Is the Council really trying to help Ridley Road market?

Evidence has come to light that, despite Hackney Council's pledges to "champion existing small businesses, protect Ridley Road market and secure affordable workspaces", its officers were closely involved in trying to close down the Shopping Village indoor market last year pending private redevelopment. Hackney is also now seeking to impose draconian new terms on its street market traders, including compulsory attendance over a six day week. You can read about those terms here - it is a licence for slavery.

The Shopping Village indoor market had been purchased in November 2016 for £6.5million by the off-shore developer, Larochette Real Estate Inc.. It claims to be incorporated in the British Virgin Islands secrecy jurisdiction, but of that there is no public evidence.

In March 2018 it made a planning application to Hackney to convert the building into luxury offices and flats. The application incorrectly described the building as vacant - although at the time there were more than 25 independent small traders on the ground floor, 60 artists in occupation of the 1st and 2nd floors and street market storage.

Following a police raid, in which cannabis and cash were found, on 11 October 2018 Larochette's lessee, which managed the Shopping Village, wrote to all the indoor market traders stating " we have been in discussions with London Borough of Hackney and the Metropolitan Police who both have been considering applying to the Court for a Closure Order of the Ridley Road Shopping Village due to numerous allegations of anti-social behavior etc....Unfortunately despite all our efforts the police have now served us with a notice". The letter gave all of the traders just 14 days notice to get out, despite many having traded there for decades. In parallel, the artists on the two upper floors were also told to leave by 31 December.

An ITV news report from November 2018

The owners actions caused uproar. A vociferous community campaign led to reports in the national media. It emerged that in fact there had been no closure order but a police  Community Protection Notice (CPN) requiring improved security at the Shopping Village. Hackney was quick to respond, with the Mayor issuing as press release  stating "I am appalled at the actions of the market owners....They have chosen to use a CPN as an excuse to close the market early and damage a number of small businesses". A note added that the closure was "earlier than originally agreed"-  although not stating who the agreement was with. Agreement of the traders to leave had never been sought.To assist their departure, the Council offered the traders "fast track" access to stalls in the street market. 

Now new evidence has emerged of Hackney Council officers' involvement in the planned closure of the Shopping Village. Minutes of a meeting last month, with street market traders to discuss new licensing conditions, record Hackney's Service Area Manager boasting about "all the great work the markets team have done to improve ASB, closed down the indoor market...etc.". But as Hackney's Area Manager should know, the Shopping Village was not closed.  (We're paying for all that "great work". Thanks guys! Ed)

The Shopping Village is still trading.
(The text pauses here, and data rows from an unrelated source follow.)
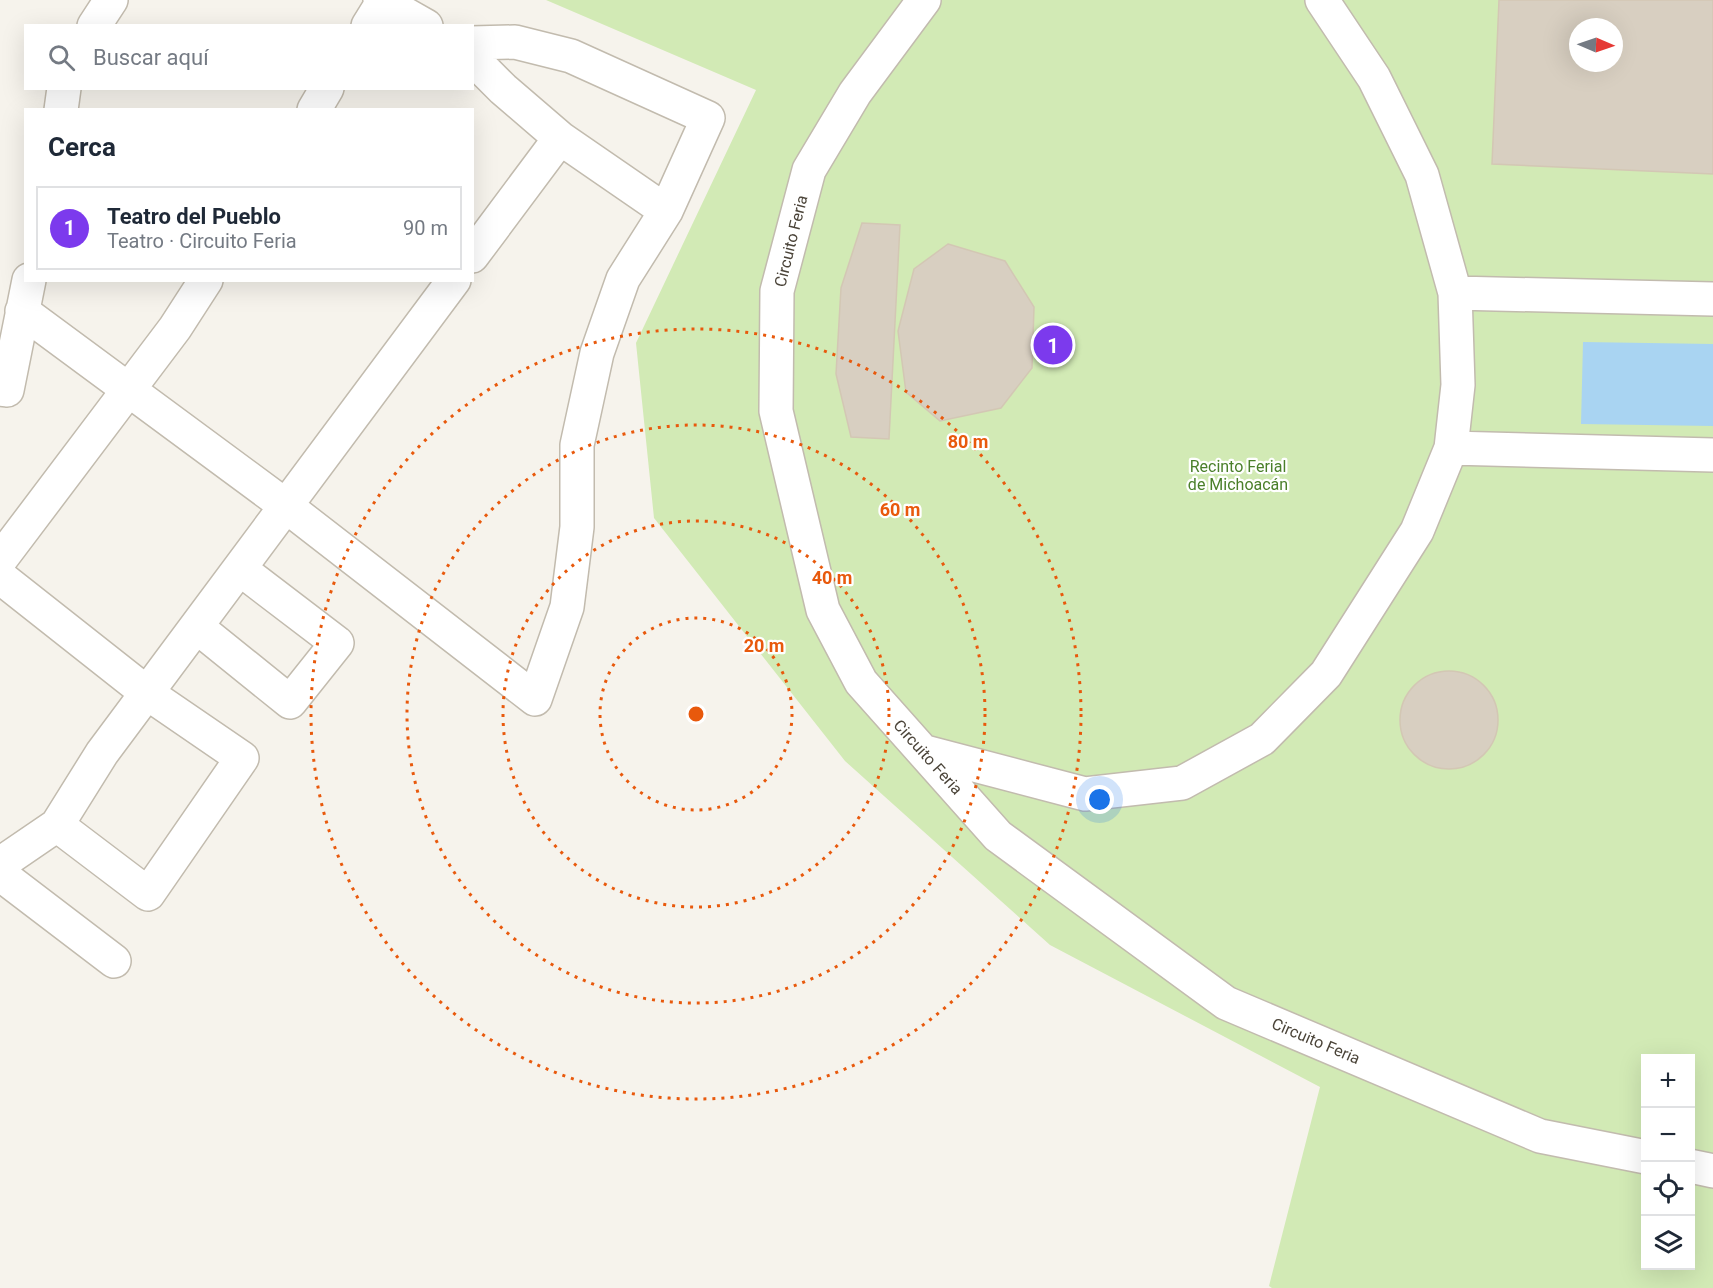 <!DOCTYPE html>
<html lang="es">
<meta charset="utf-8">
<style>
:root{--surface:#fff;--page:#f6f6f7;--text:#1f2937;--muted:#747a83;--line:#e0e1e3;--accent:#7c3aed}
body{margin:0;font-family:Roboto,sans-serif;background:var(--page);color:var(--text)}
.controls{position:absolute;right:18px;bottom:18px;display:grid;overflow:hidden;border-radius:0px;box-shadow:0 6px 24px #0002}
.controls button{width:54px;height:54px;display:grid;place-items:center;padding:0;border:0;border-bottom:2px solid var(--line);background:var(--surface);color:var(--text);font:30px sans-serif}
.compass{position:absolute;left:1569px;top:18px;width:54px;height:54px;border-radius:50%;background:var(--surface);box-shadow:0 6px 24px #0002;rotate:92deg}
.you{position:absolute;left:1100px;top:800px;width:21px;height:21px;margin:-15px;border:4px solid #fff;border-radius:50%;background:#1a73e8;box-shadow:0 0 0 9px #1a73e833}
.badge{display:grid;place-items:center;width:39px;height:39px;border-radius:50%;background:var(--accent);color:#fff;font-size:20px;font-weight:700}
.pin{position:absolute;translate:-50% -50%;border:3px solid #fff;box-shadow:0 2px 6px #0006}
.list{margin:0;padding:0;list-style:none}
h2{display:flex;justify-content:space-between;align-items:center;height:78px;margin:0;padding:0 24px;font-size:26px}
h2 small{font-size:20px;font-weight:400;color:var(--muted)}
.list li{display:grid;grid-template-columns:39px 1fr auto;gap:18px;align-items:center;box-sizing:border-box;height:84px;margin:0 12px 12px;padding:0 12px;border:2px solid var(--line);border-radius:0px}
.list b{display:block;font-size:22px;white-space:nowrap}
.list p{margin:0;font-size:20px;white-space:nowrap;color:var(--muted)}
.list em{font-size:20px;font-style:normal;color:var(--muted)}
.icon{flex:none;width:33px;height:33px;fill:none;stroke:currentColor;stroke-width:2;stroke-linecap:round;stroke-linejoin:round}
.map{position:relative;flex:none;width:1713px;height:1288px;overflow:hidden}
.search{position:absolute;background:var(--surface);box-shadow:0 6px 24px #0002;left:24px;top:24px;width:450px;height:66px;display:flex;align-items:center;gap:15px;box-sizing:border-box;padding:0 21px;border-radius:0px;color:var(--muted);font-size:22px}
.panel{position:absolute;background:var(--surface);box-shadow:0 6px 24px #0002;left:24px;top:108px;width:450px;height:174px;border-radius:0px}
.map>svg:first-child{display:block}
</style>
<div class="map">
<svg width="1713" height="1288" viewBox="0 0 1713 1288">
<rect width="100%" height="100%" fill="#f6f3ec"/>
<path fill="#d2eab5" fill-rule="evenodd" d="M546 0H1713V1288H1272L1269 1286 1320 1087 1050 945 845 761 654 518 636 343 756 90ZM1578 27H1614V63H1578ZM1646 1058H1690V1266H1646Z"/>
<path fill="#a9d4f2" d="M1583 342 1713 344V426L1581 424Z"/>
<path fill="#d8cfc1" stroke="#d3c7b4" stroke-width="1.5" fill-rule="evenodd" d="M1499 0H1713V174L1492 164ZM1578 27H1614V63H1578Z
M862 223 900 225 889 439 851 437 836 374 841 288Z
M948 244 1005 261 1034 307 1032 368 1001 408 940 421 906 392 898 331 914 269Z
M1400 720a49 49 0 1 1 98 0a49 49 0 1 1-98 0Z"/>
<g fill="none" stroke-linecap="round" stroke-linejoin="round">
<g stroke="#c2bbae" stroke-width="36">
<path id="minor" d="M380 0 426 26
M924 0 855 93 809 170 777 291 776 411 823 610 861 682 998 836 1226 1003 1540 1136 1646 1157
M94 26 111 0
M368 26 384 0
M472 58 503 89 560 138 472 256
M61 110 64 88
M314 110 327 88
M560 138 666 211
M1455 293 1713 299
M22 311 286 506 535 699 567 607 577 527V445L597 353 623 279 666 211 708 118 571 56 515 42 472 43
M0 389 7 390 29 280
M1451 448 1713 455
M0 560 175 328 206 280
M0 577 147 693 242 758 148 894 57 825
M197 627 290 702 337 643 240 569
M925 752 1085 794 1182 783 1262 739 1326 674 1417 531 1451 448 1458 385 1455 293 1422 175 1374 78 1322 0
M0 864 57 825 102 753 454 280
M0 874 114 961
M1690 1166 1713 1171"/>
</g>
<use href="#minor" stroke="#fff" stroke-width="33"/>
</g>
<g fill="none" stroke="#e8590c" stroke-width="3" stroke-dasharray="3 6">
<circle cx="696" cy="714" r="96"/>
<circle cx="696" cy="714" r="193"/>
<circle cx="696" cy="714" r="289"/>
<circle cx="696" cy="714" r="385"/>
</g>
<g text-anchor="middle" dominant-baseline="central" stroke-width="4.5" stroke-linejoin="round" paint-order="stroke">
<g font-size="16" fill="#4b4439" stroke="#fff">
<text transform="translate(791 241) rotate(-76)">Circuito Feria</text>
<text transform="translate(928 757) rotate(48)">Circuito Feria</text>
<text transform="translate(1316 1041) rotate(23)">Circuito Feria</text>
</g>
<g font-size="16" fill="#4a7f2a" stroke="#fff">
<text x="1238" y="466">Recinto Ferial<tspan x="1238" dy="18">de Michoacán</tspan></text>
</g>
</g>
<circle cx="696" cy="714" r="9" fill="#e8590c" stroke="#fff" stroke-width="3"/>
<g font-size="18" text-anchor="middle" font-weight="bold" fill="#e8590c" stroke="#fff" stroke-width="4.5" stroke-linejoin="round" paint-order="stroke">
<text x="968" y="448">80 m</text>
<text x="900" y="516">60 m</text>
<text x="832" y="584">40 m</text>
<text x="764" y="652">20 m</text>
</g>
</svg>
<div class="controls">
<button>+</button>
<button>−</button>
<button><svg class="icon" aria-label="locate" viewBox="0 0 24 24"><circle cx="12" cy="12" r="6"/><path d="M12 2v4M12 18v4M2 12h4M18 12h4"/></svg></button>
<button><svg class="icon" aria-label="layers" viewBox="0 0 24 24"><path d="M12 4l9 5-9 5-9-5zM3 14l9 5 9-5"/></svg></button>
</div>
<svg class="compass" viewBox="-18 -18 36 36"><path d="M0-13l5 13h-10z" fill="#e53935"/><path d="M0 13l5-13h-10z" fill="#747a83"/></svg>
<div class="you"></div>
<div class="pin badge" style="left:1053px;top:345px">1</div>
<div class="search"><svg class="icon" aria-label="search" viewBox="0 0 24 24"><circle cx="10" cy="10" r="6"/><path d="M15 15l6 6"/></svg>Buscar aquí</div>
<section class="panel">
<h2>Cerca<small></small></h2>
<ul class="list">
<li><span class="badge">1</span><div><b>Teatro del Pueblo</b><p>Teatro · Circuito Feria</p></div><em>90 m</em></li>
</ul>
</section>
</div>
Despite repeated demands from the owner's lawyers for vacant possession, the indoor market traders stood firm. With support from the Save Ridley Road community campaign the traders formed an association, crowdfunded,  instructed solicitors and finally reached agreement with the owners to remain in occupation until development actually takes place and then with further benefits should that happen.

Larochette's planning application to re-develop the Shopping Village is progressing, with some further amendments lodged last week. Although Hackney states it is "set on negotiating maximum affordable workspace", its policy is not for 100% but only10% affordable workspace.
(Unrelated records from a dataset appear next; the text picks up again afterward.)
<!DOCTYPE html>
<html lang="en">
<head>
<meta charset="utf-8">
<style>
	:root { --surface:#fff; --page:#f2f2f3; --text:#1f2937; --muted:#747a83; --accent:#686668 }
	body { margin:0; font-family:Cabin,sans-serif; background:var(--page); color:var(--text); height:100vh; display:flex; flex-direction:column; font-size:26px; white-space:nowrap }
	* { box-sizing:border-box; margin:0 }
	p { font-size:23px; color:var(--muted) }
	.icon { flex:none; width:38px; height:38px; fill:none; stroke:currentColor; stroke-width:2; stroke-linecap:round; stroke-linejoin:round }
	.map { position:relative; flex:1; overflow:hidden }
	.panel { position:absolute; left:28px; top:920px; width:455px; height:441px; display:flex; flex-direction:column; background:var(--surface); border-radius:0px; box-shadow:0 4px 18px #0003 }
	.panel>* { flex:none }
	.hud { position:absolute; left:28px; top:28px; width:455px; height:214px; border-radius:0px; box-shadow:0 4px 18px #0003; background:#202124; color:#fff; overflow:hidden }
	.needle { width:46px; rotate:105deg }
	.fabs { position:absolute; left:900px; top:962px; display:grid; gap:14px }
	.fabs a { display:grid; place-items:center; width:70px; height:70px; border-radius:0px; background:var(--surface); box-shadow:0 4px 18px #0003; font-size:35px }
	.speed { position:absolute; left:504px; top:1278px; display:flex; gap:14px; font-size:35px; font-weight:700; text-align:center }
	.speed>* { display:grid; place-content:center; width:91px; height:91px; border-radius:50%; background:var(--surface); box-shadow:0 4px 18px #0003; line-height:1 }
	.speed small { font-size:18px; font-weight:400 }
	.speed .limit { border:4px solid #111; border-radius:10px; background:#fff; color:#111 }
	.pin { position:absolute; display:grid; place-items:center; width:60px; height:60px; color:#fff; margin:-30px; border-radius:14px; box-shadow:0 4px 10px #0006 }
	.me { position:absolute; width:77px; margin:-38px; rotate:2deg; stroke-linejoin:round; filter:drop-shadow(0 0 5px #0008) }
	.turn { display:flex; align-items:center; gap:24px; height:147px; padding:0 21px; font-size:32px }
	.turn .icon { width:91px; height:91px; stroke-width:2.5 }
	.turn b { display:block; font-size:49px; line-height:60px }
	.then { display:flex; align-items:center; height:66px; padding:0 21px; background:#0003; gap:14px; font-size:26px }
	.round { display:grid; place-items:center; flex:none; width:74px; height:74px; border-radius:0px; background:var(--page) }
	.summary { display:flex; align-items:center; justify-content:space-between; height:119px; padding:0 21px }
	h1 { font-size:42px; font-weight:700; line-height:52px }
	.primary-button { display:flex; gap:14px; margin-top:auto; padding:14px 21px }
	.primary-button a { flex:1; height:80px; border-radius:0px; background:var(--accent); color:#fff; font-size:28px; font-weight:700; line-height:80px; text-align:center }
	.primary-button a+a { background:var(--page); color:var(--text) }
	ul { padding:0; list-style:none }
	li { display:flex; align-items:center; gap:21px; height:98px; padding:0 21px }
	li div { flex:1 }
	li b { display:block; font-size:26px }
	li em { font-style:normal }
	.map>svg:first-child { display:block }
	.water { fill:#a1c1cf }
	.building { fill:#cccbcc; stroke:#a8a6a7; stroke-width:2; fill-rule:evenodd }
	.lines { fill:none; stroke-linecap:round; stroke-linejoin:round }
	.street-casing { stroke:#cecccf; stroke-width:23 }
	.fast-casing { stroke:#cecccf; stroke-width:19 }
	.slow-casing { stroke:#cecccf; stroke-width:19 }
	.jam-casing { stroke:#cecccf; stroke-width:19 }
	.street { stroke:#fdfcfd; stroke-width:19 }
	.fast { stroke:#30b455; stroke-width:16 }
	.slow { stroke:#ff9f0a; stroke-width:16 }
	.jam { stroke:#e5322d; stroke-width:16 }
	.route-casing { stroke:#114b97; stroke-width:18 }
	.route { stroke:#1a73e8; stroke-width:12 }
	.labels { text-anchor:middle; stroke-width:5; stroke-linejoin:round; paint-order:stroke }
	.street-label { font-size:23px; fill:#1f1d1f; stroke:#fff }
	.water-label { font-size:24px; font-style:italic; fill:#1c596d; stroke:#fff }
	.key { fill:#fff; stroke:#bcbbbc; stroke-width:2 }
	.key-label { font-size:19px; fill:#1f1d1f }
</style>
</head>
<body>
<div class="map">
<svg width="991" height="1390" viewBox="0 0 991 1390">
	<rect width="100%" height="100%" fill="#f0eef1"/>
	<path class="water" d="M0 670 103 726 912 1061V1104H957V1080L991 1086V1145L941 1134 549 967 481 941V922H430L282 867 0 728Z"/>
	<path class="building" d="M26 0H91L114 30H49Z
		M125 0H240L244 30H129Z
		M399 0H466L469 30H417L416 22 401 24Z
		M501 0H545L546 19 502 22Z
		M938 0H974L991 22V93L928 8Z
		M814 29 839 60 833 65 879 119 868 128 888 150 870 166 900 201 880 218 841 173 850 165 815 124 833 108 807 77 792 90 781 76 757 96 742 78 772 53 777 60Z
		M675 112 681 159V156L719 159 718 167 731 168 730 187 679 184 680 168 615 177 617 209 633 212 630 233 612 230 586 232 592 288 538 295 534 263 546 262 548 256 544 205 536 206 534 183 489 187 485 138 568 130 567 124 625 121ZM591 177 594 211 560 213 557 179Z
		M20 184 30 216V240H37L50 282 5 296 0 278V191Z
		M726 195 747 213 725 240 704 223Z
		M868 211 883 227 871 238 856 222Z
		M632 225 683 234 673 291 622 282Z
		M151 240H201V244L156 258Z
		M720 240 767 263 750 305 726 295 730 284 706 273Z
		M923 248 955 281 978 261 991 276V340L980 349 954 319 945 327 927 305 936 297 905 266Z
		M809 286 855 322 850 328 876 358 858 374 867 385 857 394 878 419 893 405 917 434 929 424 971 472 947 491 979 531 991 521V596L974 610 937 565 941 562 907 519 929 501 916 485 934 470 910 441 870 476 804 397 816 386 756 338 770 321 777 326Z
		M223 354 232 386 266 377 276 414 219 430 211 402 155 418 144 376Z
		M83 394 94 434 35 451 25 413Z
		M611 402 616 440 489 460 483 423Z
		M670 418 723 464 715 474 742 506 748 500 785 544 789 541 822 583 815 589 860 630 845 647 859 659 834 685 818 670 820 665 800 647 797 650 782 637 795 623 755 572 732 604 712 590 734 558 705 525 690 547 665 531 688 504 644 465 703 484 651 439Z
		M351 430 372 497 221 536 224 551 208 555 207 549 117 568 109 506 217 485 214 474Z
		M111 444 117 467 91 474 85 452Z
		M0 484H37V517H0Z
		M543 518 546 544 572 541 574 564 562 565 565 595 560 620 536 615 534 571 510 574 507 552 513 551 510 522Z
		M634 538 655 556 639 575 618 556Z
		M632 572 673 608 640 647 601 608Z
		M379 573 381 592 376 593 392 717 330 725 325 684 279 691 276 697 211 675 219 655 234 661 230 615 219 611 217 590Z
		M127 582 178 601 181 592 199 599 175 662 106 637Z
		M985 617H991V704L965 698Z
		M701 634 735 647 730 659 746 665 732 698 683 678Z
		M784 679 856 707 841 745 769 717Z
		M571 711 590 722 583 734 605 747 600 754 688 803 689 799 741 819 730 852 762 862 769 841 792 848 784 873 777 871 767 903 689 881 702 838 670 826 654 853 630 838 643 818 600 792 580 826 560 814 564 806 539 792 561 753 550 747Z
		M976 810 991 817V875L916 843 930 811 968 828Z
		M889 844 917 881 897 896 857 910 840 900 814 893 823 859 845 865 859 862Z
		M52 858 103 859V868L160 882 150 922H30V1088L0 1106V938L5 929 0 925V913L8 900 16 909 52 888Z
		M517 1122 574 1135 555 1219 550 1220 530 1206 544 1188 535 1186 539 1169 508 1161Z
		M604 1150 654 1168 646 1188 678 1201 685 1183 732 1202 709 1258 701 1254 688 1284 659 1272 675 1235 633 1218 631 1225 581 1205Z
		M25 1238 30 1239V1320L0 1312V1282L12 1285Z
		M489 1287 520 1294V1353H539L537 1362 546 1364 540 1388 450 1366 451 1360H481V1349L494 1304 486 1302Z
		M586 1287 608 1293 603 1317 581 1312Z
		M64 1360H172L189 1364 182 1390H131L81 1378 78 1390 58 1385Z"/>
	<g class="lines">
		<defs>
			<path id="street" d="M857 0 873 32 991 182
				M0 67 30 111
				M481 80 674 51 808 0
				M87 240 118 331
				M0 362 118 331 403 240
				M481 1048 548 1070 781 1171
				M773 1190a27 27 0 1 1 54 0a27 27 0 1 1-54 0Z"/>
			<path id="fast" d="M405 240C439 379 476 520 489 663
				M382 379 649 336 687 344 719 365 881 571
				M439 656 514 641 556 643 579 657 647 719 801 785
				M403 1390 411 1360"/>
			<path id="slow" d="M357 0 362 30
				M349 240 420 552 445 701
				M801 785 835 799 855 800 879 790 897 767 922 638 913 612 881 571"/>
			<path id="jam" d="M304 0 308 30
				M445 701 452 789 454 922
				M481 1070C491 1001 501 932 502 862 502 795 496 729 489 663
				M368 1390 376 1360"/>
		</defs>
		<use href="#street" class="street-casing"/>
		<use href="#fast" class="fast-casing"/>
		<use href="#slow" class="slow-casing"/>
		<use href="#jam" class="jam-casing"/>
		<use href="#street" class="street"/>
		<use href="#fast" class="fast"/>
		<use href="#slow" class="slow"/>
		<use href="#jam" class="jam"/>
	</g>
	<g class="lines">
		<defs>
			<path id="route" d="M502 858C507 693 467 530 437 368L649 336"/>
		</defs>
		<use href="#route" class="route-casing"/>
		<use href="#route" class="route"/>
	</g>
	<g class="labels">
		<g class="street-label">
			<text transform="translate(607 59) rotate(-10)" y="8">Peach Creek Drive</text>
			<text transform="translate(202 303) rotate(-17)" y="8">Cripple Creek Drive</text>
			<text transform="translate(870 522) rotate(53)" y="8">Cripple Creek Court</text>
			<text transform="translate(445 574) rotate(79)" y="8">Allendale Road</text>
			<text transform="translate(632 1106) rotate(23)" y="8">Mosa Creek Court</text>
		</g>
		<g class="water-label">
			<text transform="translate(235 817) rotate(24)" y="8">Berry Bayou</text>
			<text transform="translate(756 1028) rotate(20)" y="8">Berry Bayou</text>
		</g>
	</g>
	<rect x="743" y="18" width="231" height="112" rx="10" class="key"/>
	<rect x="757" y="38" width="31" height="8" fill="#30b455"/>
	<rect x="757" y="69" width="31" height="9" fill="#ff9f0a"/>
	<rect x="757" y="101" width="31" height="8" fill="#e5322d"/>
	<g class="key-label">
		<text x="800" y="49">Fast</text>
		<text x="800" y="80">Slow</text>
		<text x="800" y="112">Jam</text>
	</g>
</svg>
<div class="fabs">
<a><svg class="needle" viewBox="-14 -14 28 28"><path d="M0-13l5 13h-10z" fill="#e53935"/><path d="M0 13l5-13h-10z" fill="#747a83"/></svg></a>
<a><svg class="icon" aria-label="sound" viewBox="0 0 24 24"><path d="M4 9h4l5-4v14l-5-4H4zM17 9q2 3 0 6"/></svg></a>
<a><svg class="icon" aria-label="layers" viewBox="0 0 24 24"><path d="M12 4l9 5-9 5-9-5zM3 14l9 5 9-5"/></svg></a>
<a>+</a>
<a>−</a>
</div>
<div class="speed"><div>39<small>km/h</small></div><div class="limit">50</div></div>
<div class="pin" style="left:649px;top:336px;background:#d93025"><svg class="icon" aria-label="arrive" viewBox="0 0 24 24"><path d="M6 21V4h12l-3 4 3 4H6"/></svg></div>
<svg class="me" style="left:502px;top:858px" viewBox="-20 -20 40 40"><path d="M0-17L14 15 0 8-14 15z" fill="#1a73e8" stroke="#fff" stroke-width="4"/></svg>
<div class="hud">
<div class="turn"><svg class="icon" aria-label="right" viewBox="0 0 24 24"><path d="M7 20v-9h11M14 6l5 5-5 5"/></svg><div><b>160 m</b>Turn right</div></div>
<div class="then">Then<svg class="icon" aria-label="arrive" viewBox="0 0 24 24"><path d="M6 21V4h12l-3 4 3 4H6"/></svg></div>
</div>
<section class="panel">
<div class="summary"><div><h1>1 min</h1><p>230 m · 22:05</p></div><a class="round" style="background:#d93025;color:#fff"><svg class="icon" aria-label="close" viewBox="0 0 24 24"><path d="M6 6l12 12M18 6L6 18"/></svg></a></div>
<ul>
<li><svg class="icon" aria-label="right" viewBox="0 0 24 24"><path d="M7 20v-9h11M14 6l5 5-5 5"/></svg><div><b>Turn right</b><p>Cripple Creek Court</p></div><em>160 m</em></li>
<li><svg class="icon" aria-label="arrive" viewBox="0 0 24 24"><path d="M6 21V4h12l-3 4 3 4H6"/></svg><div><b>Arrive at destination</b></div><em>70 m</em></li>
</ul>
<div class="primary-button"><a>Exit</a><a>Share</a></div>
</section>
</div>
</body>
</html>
Larochette claims that construction access for the redevelopment will require closure of 28 market traders pitches. In parallel, the Council are  proposing new street traders licensing terms including condition 5.14 which, despite Hackney's denials to Hackney Citizen,  will enable them to cancel licences and move traders where necessary to facilitate redevelopment. At present developers have to negotiate with the affected traders, but the new Council rules will pull the rug from under traders' feet.